(What you will do): All the lines below should be set down exactly, with no picture carried into the copy.

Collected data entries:
====

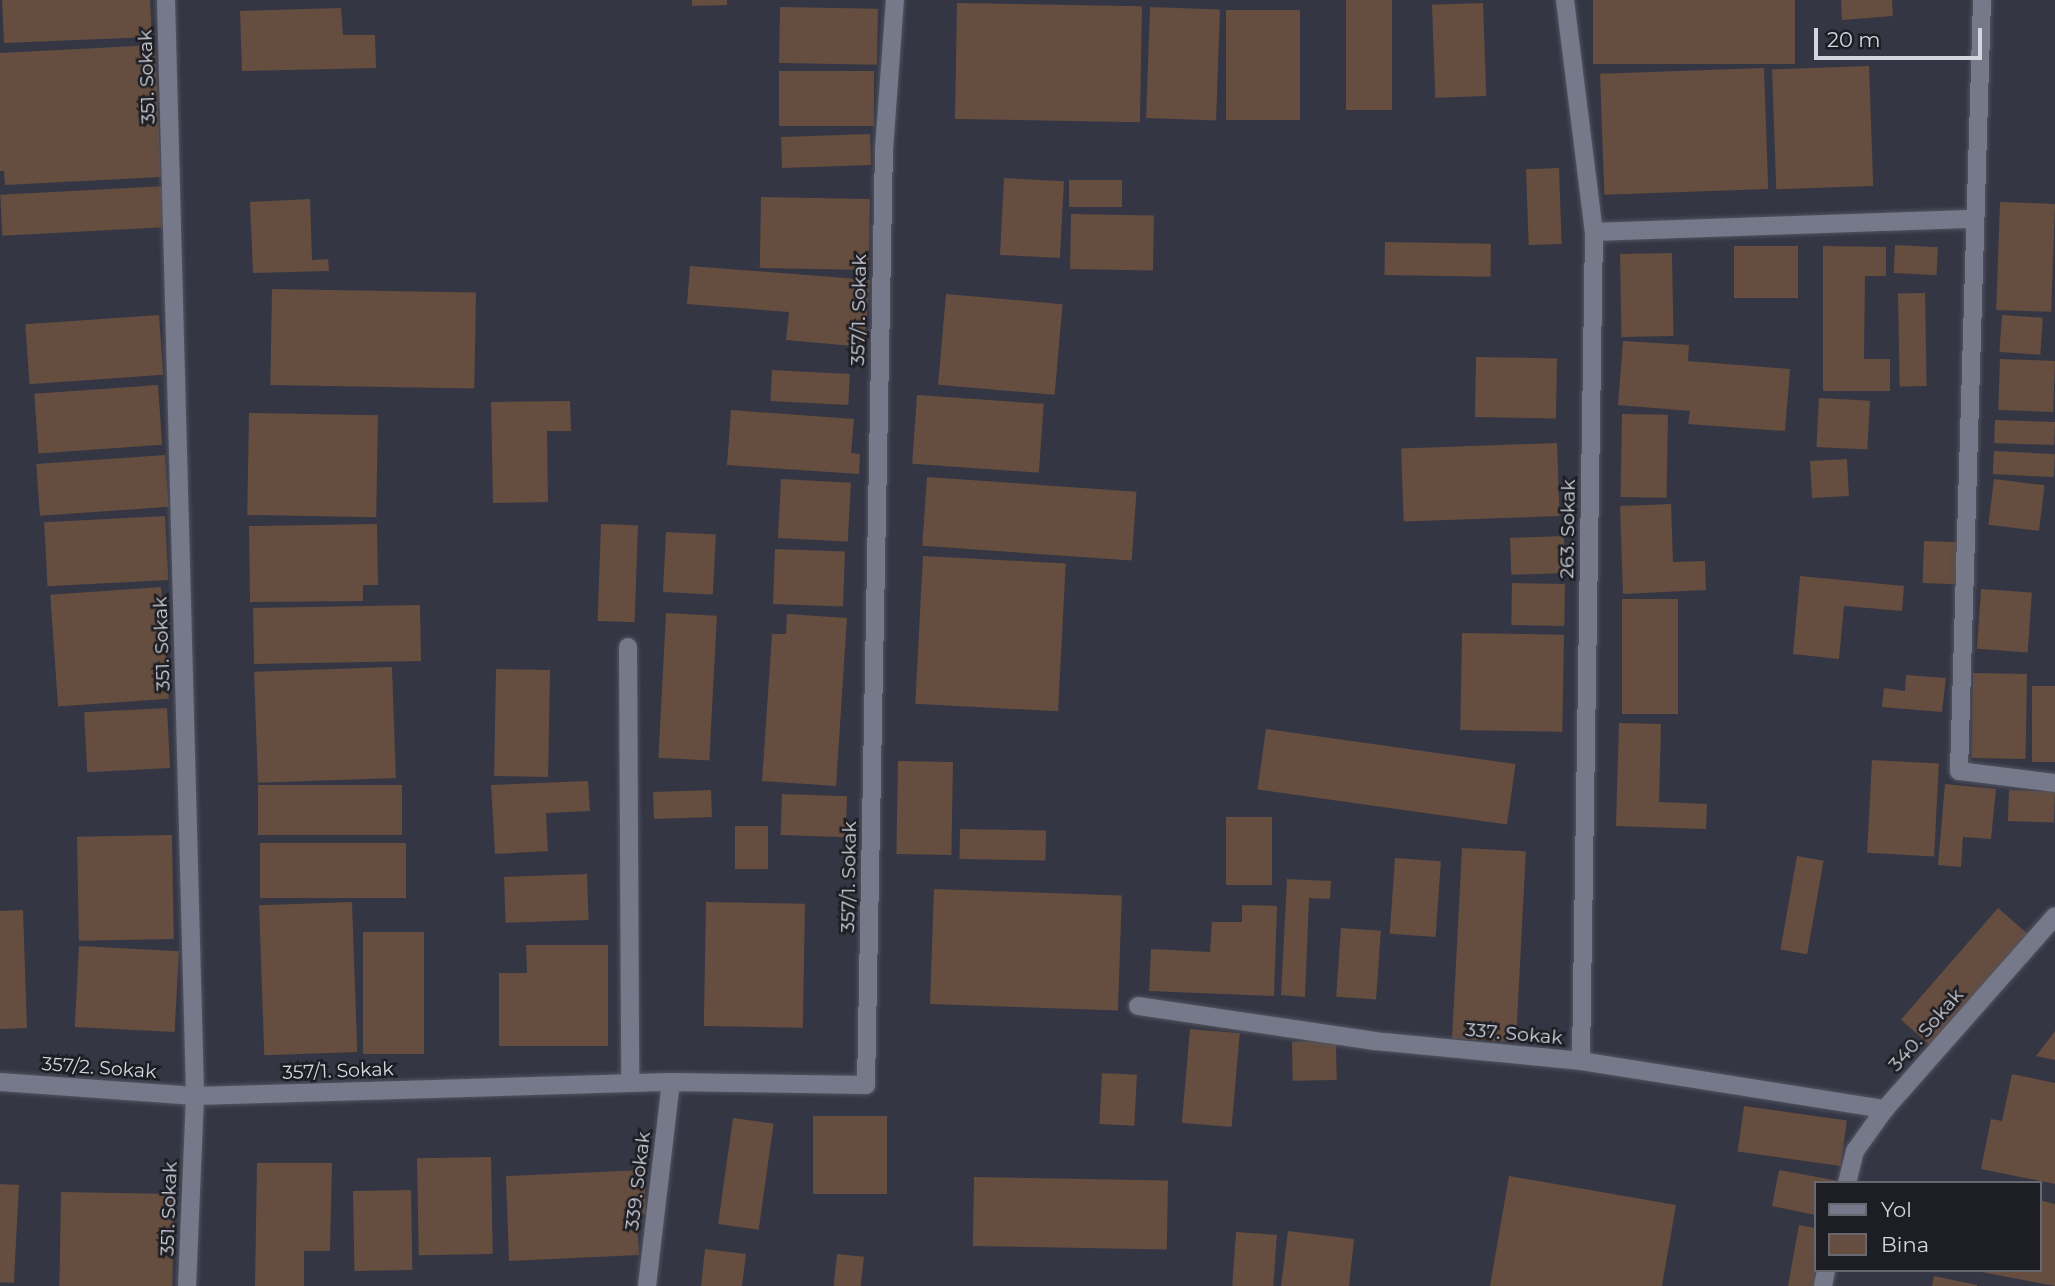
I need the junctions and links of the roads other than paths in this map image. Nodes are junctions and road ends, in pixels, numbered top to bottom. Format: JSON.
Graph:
{"nodes":[{"id":1,"x":166,"y":0,"type":"edge"},
{"id":2,"x":895,"y":0,"type":"edge"},
{"id":3,"x":1565,"y":0,"type":"edge"},
{"id":4,"x":1982,"y":0,"type":"edge"},
{"id":5,"x":1974,"y":219,"type":"junction"},
{"id":6,"x":1594,"y":232,"type":"junction"},
{"id":7,"x":628,"y":647,"type":"dead end"},
{"id":8,"x":2055,"y":783,"type":"edge"},
{"id":9,"x":2055,"y":916,"type":"edge"},
{"id":10,"x":1139,"y":1006,"type":"dead end"},
{"id":11,"x":1581,"y":1061,"type":"junction"},
{"id":12,"x":0,"y":1082,"type":"edge"},
{"id":13,"x":671,"y":1082,"type":"junction"},
{"id":14,"x":630,"y":1083,"type":"junction"},
{"id":15,"x":195,"y":1096,"type":"junction"},
{"id":16,"x":1885,"y":1109,"type":"junction"},
{"id":17,"x":1848,"y":1181,"type":"edge"},
{"id":18,"x":187,"y":1286,"type":"edge"},
{"id":19,"x":647,"y":1286,"type":"edge"}],
"edges":[{"from":1,"to":15,"type":"street","name":"351. Sokak"},
{"from":2,"to":13,"type":"street","name":"357/1. Sokak"},
{"from":3,"to":6,"type":"street","name":"263. Sokak"},
{"from":4,"to":5,"type":"street"},
{"from":5,"to":6,"type":"street"},
{"from":5,"to":8,"type":"street"},
{"from":6,"to":11,"type":"street","name":"263. Sokak"},
{"from":7,"to":14,"type":"street"},
{"from":9,"to":16,"type":"street","name":"340. Sokak"},
{"from":10,"to":11,"type":"street","name":"337. Sokak"},
{"from":11,"to":16,"type":"street","name":"337. Sokak"},
{"from":12,"to":15,"type":"street","name":"357/2. Sokak"},
{"from":13,"to":14,"type":"street","name":"357/1. Sokak"},
{"from":13,"to":19,"type":"street","name":"339. Sokak"},
{"from":14,"to":15,"type":"street","name":"357/1. Sokak"},
{"from":15,"to":18,"type":"street","name":"351. Sokak"},
{"from":16,"to":17,"type":"street","name":"340. Sokak"}]}
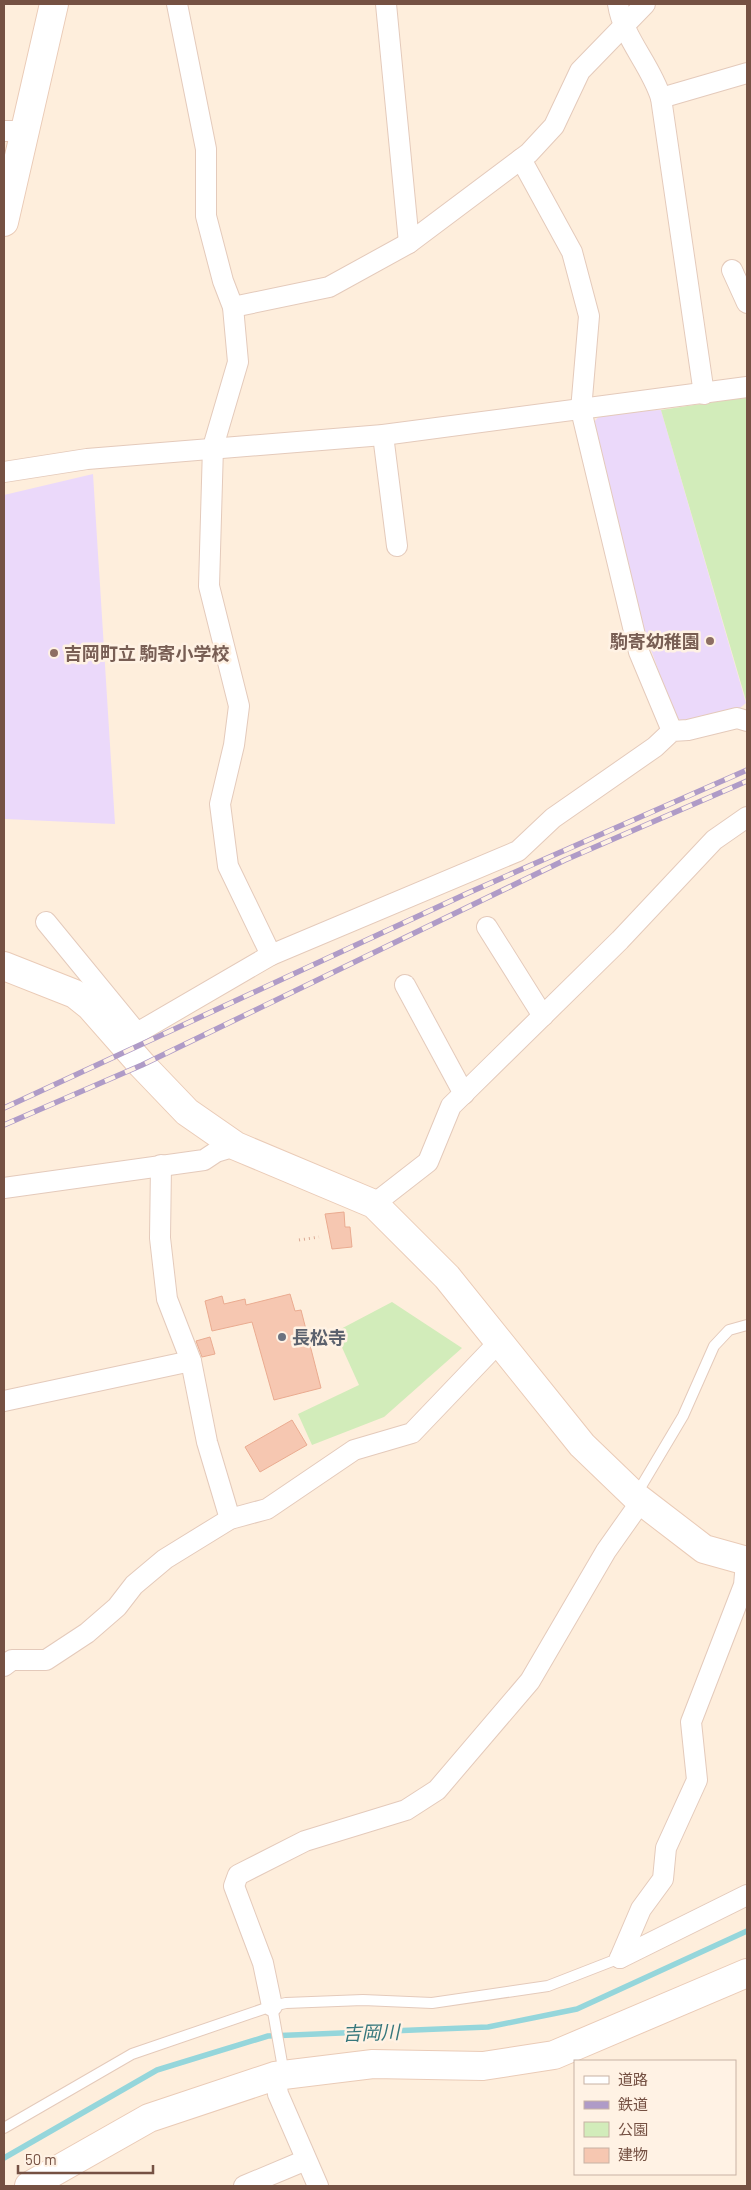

====

(Written reply):
I need the junctions and links of the roads other than paths in this map image. Nodes are junctions and road ends, in pixels, numbered top to bottom. Format: JSON.
Graph:
{"nodes":[{"id":1,"x":166,"y":0,"type":"edge"},
{"id":2,"x":895,"y":0,"type":"edge"},
{"id":3,"x":1565,"y":0,"type":"edge"},
{"id":4,"x":1982,"y":0,"type":"edge"},
{"id":5,"x":1974,"y":219,"type":"junction"},
{"id":6,"x":1594,"y":232,"type":"junction"},
{"id":7,"x":628,"y":647,"type":"dead end"},
{"id":8,"x":2055,"y":783,"type":"edge"},
{"id":9,"x":2055,"y":916,"type":"edge"},
{"id":10,"x":1139,"y":1006,"type":"dead end"},
{"id":11,"x":1581,"y":1061,"type":"junction"},
{"id":12,"x":0,"y":1082,"type":"edge"},
{"id":13,"x":671,"y":1082,"type":"junction"},
{"id":14,"x":630,"y":1083,"type":"junction"},
{"id":15,"x":195,"y":1096,"type":"junction"},
{"id":16,"x":1885,"y":1109,"type":"junction"},
{"id":17,"x":1848,"y":1181,"type":"edge"},
{"id":18,"x":187,"y":1286,"type":"edge"},
{"id":19,"x":647,"y":1286,"type":"edge"}],
"edges":[{"from":1,"to":15,"type":"street","name":"351. Sokak"},
{"from":2,"to":13,"type":"street","name":"357/1. Sokak"},
{"from":3,"to":6,"type":"street","name":"263. Sokak"},
{"from":4,"to":5,"type":"street"},
{"from":5,"to":6,"type":"street"},
{"from":5,"to":8,"type":"street"},
{"from":6,"to":11,"type":"street","name":"263. Sokak"},
{"from":7,"to":14,"type":"street"},
{"from":9,"to":16,"type":"street","name":"340. Sokak"},
{"from":10,"to":11,"type":"street","name":"337. Sokak"},
{"from":11,"to":16,"type":"street","name":"337. Sokak"},
{"from":12,"to":15,"type":"street","name":"357/2. Sokak"},
{"from":13,"to":14,"type":"street","name":"357/1. Sokak"},
{"from":13,"to":19,"type":"street","name":"339. Sokak"},
{"from":14,"to":15,"type":"street","name":"357/1. Sokak"},
{"from":15,"to":18,"type":"street","name":"351. Sokak"},
{"from":16,"to":17,"type":"street","name":"340. Sokak"}]}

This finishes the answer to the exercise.